Anshuman is the showrunner on the series and co-directs with Varma. The cast is headed by two major stars of the Telugu-language film industry – Rana Daggubati and his uncle Venkatesh Daggubati – who appear on screen together for the first time, playing the warring father and son played by Liev Schreiber and Jon Voight in the original Showtime series.
Although initially resistant to the idea of doing a remake, Anshuman says he changed his mind after watching the original show, which ran for seven seasons and a movie. “What struck me is how families are integral to the story, and that obviously has relevance in India. Plus all the heightened drama with guns and gangsters could be pushed much more to the extremes when you move the action from Los Angeles to Bombay, especially when it comes to the imbalance of power and corruption.”

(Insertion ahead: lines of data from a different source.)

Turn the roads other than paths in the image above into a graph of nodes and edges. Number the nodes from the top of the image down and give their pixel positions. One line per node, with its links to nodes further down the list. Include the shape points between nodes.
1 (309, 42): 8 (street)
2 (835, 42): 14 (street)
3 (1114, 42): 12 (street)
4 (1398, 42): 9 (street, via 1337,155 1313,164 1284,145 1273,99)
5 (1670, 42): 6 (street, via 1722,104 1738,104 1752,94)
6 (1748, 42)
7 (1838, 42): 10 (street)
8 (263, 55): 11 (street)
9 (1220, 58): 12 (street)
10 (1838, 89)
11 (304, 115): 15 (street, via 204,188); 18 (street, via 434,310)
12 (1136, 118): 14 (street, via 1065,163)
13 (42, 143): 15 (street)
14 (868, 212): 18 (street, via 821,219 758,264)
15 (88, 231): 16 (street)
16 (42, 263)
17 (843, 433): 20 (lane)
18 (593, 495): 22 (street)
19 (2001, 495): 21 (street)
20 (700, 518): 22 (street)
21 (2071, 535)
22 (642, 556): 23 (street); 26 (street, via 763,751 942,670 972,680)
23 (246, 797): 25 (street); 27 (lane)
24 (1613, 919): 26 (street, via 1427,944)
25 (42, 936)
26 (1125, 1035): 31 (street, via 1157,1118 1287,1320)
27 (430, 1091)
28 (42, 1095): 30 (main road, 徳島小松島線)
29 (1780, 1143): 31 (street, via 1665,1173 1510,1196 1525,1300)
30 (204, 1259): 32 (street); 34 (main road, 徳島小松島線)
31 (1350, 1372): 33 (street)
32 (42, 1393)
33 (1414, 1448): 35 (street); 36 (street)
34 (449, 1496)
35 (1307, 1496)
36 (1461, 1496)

Varma adds: “India is primarily all about emotions and family, and the way Karan and his team adapted the material, localizing the story and making the characters our own, gives the show a completely fresh perspective even if you’ve seen the original.”
The end result does indeed push the guns and gangster elements to the extreme and is a huge departure for both Rana Daggubati, who plays a fixer for celebrities who get themselves into a mess, and Venkatesh Daggubati, playing his father freshly released from prison.
Rana has played bad guys before, most notably in S.S. Rajamouli’s Baahubali, but the conflicted family guy he plays here is a much more complex role than we’ve seen him in previously. Meanwhile, his uncle Venkatesh is an even bigger star, with a long legacy as a romantic hero in Telugu cinema, and his traditional fanbase may be shocked by the foul-mouthed, badly-behaved, but somehow relatable character he plays in this series.
Varma says: “The casting is interesting, because in the original Jon Voight has a menacing look to him, but Venkatesh looks like an angel. And with the way Karan has written him, you never know until the last scene whether you like him or there’s something a bit off about him. His image just gives an extra layer, which is kind of unique.”
Anshuman adds: “OTT has been slower to take off in the south of India, so they’re kind of the first stars from the South to take this step. And especially for Venkatesh, he was up for everything and didn’t balk at anything we asked him to do. It’s kind of insane because he’s a huge star who doesn’t need to do this.”
While the OTT space is only five to six years old in India, Anshuman and Varma were among the first writers-directors to take that step, at least in the Mumbai-based Hindi-language industry, from movies to episodic projects. Anshuman is known as the creator and writer of Emmy-nominated cricket drama Inside Edge and gangster drama Mirzapur, two early originals commissioned by Amazon Prime Video.
Varma wrote Netflix’s comedy crime drama Hasmukh and wrote and directed several episodes of the second season of Raj and DK’s The Family Man for Prime Video. More recently, he was also the showrunner and director for the Indian adaptation of The Good Wife for Disney+ Hotstar.
Anshuman says he still has to explain to people what a showrunner is, but the writers’ room culture is developing fast in Mumbai, although during the pandemic it was more of a writers’ Zoom than a physical room: “The pandemic was actually great for writing as there’s a lot more discipline and sense of routine when you’re meeting online. No excuses about being stuck in traffic!”
He adds that writing in the early days of Indian premium TV was usually quite chaotic. “We were all losing our tempers and the laptop chargers were flying across the room. But now some seven or eight rooms later we have writers working out of Spain, Goa, Mumbai and Los Angeles and we’ve all found our rhythm and it’s super seamless.”
Varma also makes the point that the changing writers culture is opening the industry up to international collaboration. “We can have writers in India consulting on shows in the U.S. and we just got two British writers to work on formats here. The volume of work here is massive because we’re the world’s most populous country; there’s a lot of eyeballs and we do need content. And it’s also starting to happen, not just in Hindi, but across other languages.”
They also say that Indian premium TV still doesn’t have any set rules, which may be a good thing, at least in these early stages. Some shows are written by just one or two writers and the common practice of having a separate writer to focus on dialogues remains. Rana Naidu’s dialogues were written by Vaibhav Vishal, who also wrote dialogues for Inside Edge and Scam 1992: The Harshad Mehta Story. As this space evolves in India, it will inevitably develop its own unique characteristics.
“Sometimes it just comes down to the money, as some shows can only afford one writer,” Varma explains. “And writers work on multiple shows because they can’t afford to do one show a year when people aren’t paying for exclusivity. But we’re just starting out and we’ll get there eventually.”